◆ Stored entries
━━━━━━━━━━━━━━━━

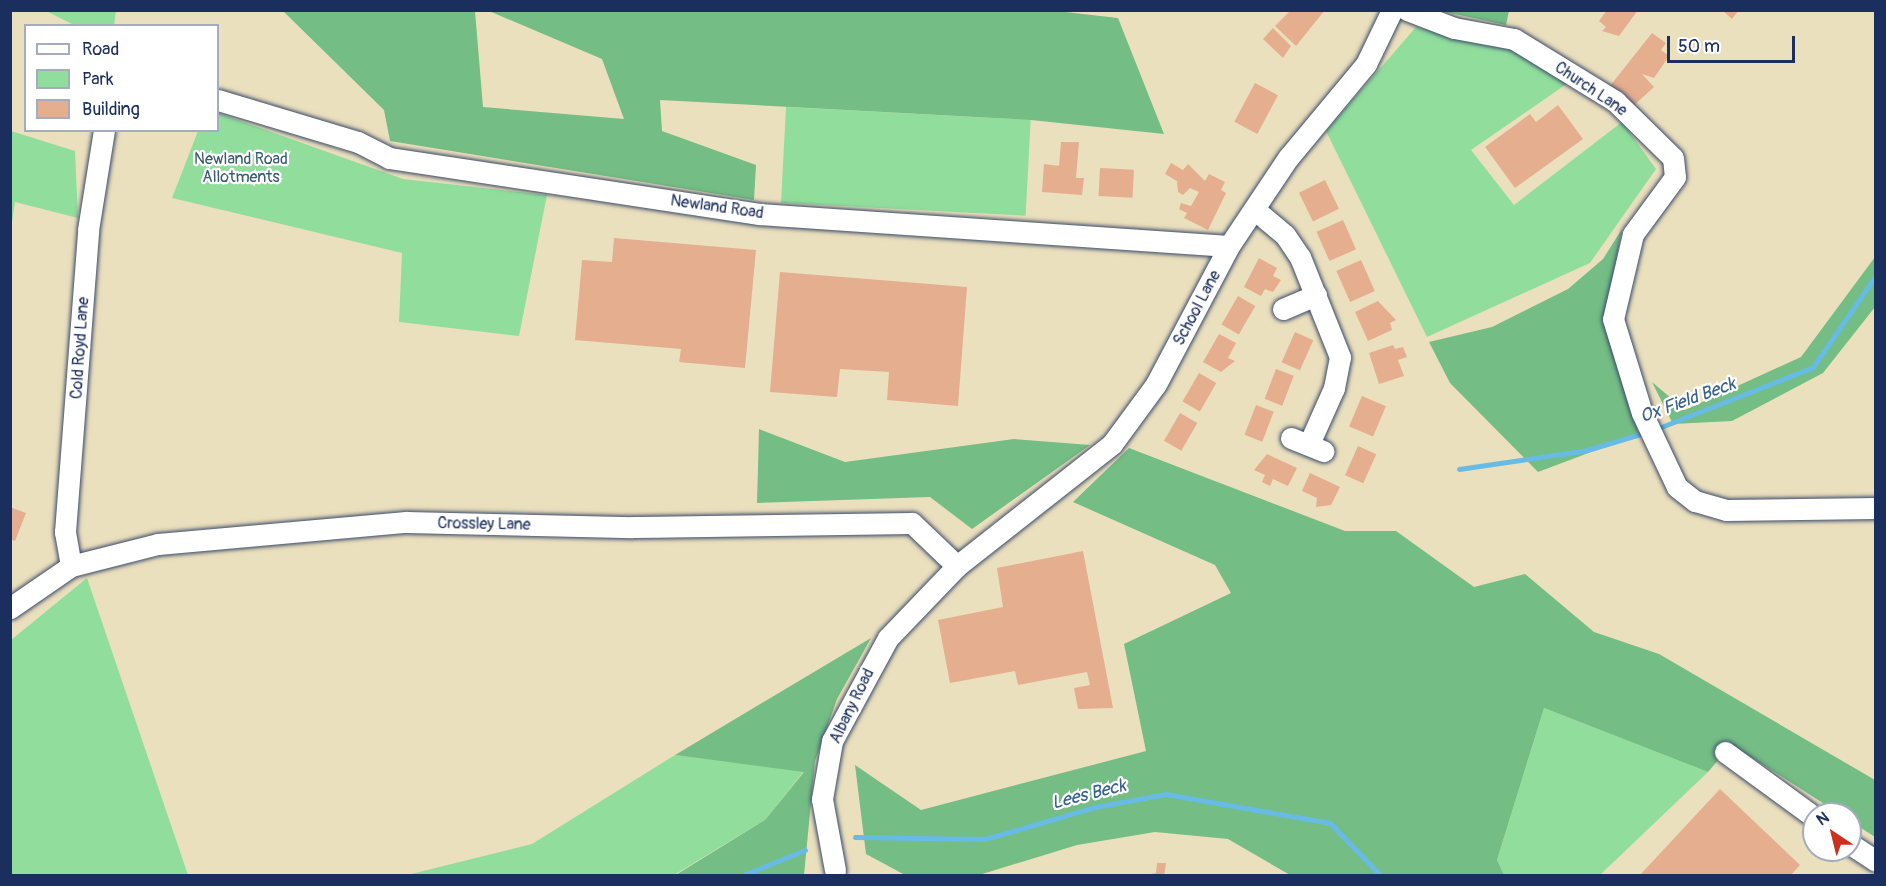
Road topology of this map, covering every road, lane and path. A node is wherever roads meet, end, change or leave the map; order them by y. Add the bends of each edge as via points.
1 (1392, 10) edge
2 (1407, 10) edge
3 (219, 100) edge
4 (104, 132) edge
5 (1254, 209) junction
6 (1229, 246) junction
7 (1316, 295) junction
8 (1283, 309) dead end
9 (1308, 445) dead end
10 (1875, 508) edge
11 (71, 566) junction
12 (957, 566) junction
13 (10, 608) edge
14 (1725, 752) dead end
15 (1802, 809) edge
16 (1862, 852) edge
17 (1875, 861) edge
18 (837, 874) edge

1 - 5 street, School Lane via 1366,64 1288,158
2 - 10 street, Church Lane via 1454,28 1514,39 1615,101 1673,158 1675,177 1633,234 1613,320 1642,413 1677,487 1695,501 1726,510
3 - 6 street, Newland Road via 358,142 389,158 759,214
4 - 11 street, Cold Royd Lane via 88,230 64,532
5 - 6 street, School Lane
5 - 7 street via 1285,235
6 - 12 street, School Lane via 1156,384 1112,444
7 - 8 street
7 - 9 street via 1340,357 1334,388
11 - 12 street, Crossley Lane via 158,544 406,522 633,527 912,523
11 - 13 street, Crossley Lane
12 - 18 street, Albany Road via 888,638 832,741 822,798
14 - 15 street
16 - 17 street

━━━━━━━━━━━━━━━━

◆ PROBLEM REQUIREMENTS
The answer must be an exact restatement of all the records, with no pictures included.

◆ RESULT FOR THIS EXERCISE
Road topology of this map, covering every road, lane and path. A node is wherever roads meet, end, change or leave the map; order them by y. Add the bends of each edge as via points.
1 (1392, 10) edge
2 (1407, 10) edge
3 (219, 100) edge
4 (104, 132) edge
5 (1254, 209) junction
6 (1229, 246) junction
7 (1316, 295) junction
8 (1283, 309) dead end
9 (1308, 445) dead end
10 (1875, 508) edge
11 (71, 566) junction
12 (957, 566) junction
13 (10, 608) edge
14 (1725, 752) dead end
15 (1802, 809) edge
16 (1862, 852) edge
17 (1875, 861) edge
18 (837, 874) edge

1 - 5 street, School Lane via 1366,64 1288,158
2 - 10 street, Church Lane via 1454,28 1514,39 1615,101 1673,158 1675,177 1633,234 1613,320 1642,413 1677,487 1695,501 1726,510
3 - 6 street, Newland Road via 358,142 389,158 759,214
4 - 11 street, Cold Royd Lane via 88,230 64,532
5 - 6 street, School Lane
5 - 7 street via 1285,235
6 - 12 street, School Lane via 1156,384 1112,444
7 - 8 street
7 - 9 street via 1340,357 1334,388
11 - 12 street, Crossley Lane via 158,544 406,522 633,527 912,523
11 - 13 street, Crossley Lane
12 - 18 street, Albany Road via 888,638 832,741 822,798
14 - 15 street
16 - 17 street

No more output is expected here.